Soft shell crabs recipe

0

  • Yield: 4 Servings

Ingredients

For the Sauce
  • 2 tablespoons (1 ounce) olive oil
  • ½ cup tamarind paste
  • ¼ cup (2 ounces) honey
  • 2 bacon slices, preferably applewood-smoked, chopped
  • 2 plum (roma) tomatoes, quartered
  • 1 tablespoon coriander seeds
  • 1 teaspoon minced fresh ginger
  • 1 cup (8 ounces) water
  • Kosher salt and ground white pepper
For the Puree
  • 1 large ripe avocado
  • 1 tablespoon minced peeled fresh ginger
  • 1 teaspoon minced fresh or pickled jalapeño
  • ¼ cup chopped cilantro leaves
  • 1 medium lime juice
  • 2 teaspoons olive oil
  • ½ cup (4 ounces) ice water
  • Pinch of xanthan gum
  • Kosher salt and ground white pepper
For the Crabs
  • 2 large eggs
  • 2 tablespoons (1 ounce) Dijon mustard
  • 2 tablespoons (1 ounce) water
  • 4 cups salted pretzel crumbs (ground in a food processor)
  • 4 large soft-shell crabs
  • Olive oil for pan frying
  • Fresh mint leaves, small frisée leaves, or other small salad greens, for the finished dish
How to Make It
    To Prepare the Tamarind Sauce
  1. Warm the oil in a medium saucepan over medium-high heat.
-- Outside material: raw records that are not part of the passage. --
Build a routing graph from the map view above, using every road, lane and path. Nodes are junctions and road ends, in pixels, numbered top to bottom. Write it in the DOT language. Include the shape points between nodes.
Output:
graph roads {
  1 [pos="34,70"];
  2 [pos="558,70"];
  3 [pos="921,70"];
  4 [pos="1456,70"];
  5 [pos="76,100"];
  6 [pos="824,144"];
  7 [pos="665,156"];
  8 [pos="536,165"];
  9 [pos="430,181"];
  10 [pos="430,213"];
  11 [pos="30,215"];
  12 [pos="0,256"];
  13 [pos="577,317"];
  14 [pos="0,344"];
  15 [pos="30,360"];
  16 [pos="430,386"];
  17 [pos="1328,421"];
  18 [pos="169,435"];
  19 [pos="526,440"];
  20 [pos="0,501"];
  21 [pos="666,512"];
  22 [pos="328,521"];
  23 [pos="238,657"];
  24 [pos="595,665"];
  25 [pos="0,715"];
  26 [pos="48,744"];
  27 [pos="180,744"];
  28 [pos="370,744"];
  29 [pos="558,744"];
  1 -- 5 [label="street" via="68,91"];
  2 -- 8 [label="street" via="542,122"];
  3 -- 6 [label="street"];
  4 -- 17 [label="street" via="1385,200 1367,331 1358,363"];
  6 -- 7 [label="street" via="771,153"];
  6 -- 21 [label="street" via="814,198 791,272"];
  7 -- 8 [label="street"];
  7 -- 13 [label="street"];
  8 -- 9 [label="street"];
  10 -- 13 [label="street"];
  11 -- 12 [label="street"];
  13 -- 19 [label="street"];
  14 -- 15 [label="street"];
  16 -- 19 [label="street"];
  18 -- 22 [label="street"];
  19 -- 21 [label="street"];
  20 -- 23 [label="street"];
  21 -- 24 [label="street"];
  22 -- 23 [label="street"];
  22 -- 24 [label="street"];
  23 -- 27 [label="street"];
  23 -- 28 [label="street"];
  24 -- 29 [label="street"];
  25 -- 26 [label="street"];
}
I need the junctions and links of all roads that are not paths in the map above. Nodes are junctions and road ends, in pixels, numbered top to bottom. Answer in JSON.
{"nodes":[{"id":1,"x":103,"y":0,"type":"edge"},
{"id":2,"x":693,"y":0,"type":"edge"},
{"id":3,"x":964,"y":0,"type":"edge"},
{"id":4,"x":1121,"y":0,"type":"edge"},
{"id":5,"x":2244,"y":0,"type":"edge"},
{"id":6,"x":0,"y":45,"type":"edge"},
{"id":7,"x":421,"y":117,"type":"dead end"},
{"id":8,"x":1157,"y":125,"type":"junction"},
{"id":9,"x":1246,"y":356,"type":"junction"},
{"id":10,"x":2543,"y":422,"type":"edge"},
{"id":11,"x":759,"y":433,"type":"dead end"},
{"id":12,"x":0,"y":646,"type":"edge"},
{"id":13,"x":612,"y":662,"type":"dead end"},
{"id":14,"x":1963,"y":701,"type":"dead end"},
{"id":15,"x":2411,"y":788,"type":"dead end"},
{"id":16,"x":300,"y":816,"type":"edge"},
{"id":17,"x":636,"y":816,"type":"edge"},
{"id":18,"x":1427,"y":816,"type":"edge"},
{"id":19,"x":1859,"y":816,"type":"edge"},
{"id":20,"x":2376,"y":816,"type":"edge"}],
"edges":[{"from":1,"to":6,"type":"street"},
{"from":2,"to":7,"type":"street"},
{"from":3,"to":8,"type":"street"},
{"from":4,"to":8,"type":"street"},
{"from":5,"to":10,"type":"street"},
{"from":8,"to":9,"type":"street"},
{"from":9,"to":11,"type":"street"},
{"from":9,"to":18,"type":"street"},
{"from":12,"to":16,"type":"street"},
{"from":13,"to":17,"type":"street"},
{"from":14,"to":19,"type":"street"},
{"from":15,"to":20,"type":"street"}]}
Add the tamarind paste, honey, bacon, tomatoes, coriander, and ginger, and cook until thick and caramelized, 10–15 minutes, stirring up from the bottom frequently.
  2. Pour in the water and simmer for 10 minutes.
  3. Strain the mixture through a fine-mesh sieve into a bowl and discard the solids. Return the sauce to the pan. Continue simmering the sauce to a maple syrup consistency, probably another 5–10 minutes. Season with salt and pepper.
  4. To Prepare the Avocado Puree
  5. Combine the ingredients in a blender and puree. Scrape the puree out into a bowl, cover, and refrigerate until needed.
  6. To Prepare the Soft Shell Crabs
  7. Whisk the eggs, mustard, and water together in a broad shallow bowl.
  8. Place the pretzel crumbs in another broad shallow bowl or on a plate.
  9. Dip the crabs first in the egg mixture and soak them for about 1 minute. Then dip each crab into the pretzel crumbs and press to coat them well.
  10. Pour a good 1 ½ inches of oil into a large heavy skillet to fry the crabs, in batches, if necessary. Heat the oil to 325°F–335°F.
  11. Fry the crabs to golden brown and crunchy, about 2 minutes per side. The crabs contain a good bit of moisture, so watch out for popping oil. Drain the crabs on paper towels. Slice each crab in half, down through the center of the body.
  12. Putting it all Together
  13. Spread a mound of avocado puree in the center of each of 4 plates. Arrange 2 crab halves standing on their cut sides, so that the legs are squiggling upward. Drizzle generously with the tamarind sauce, garnish with herbs or greens, and serve immediately.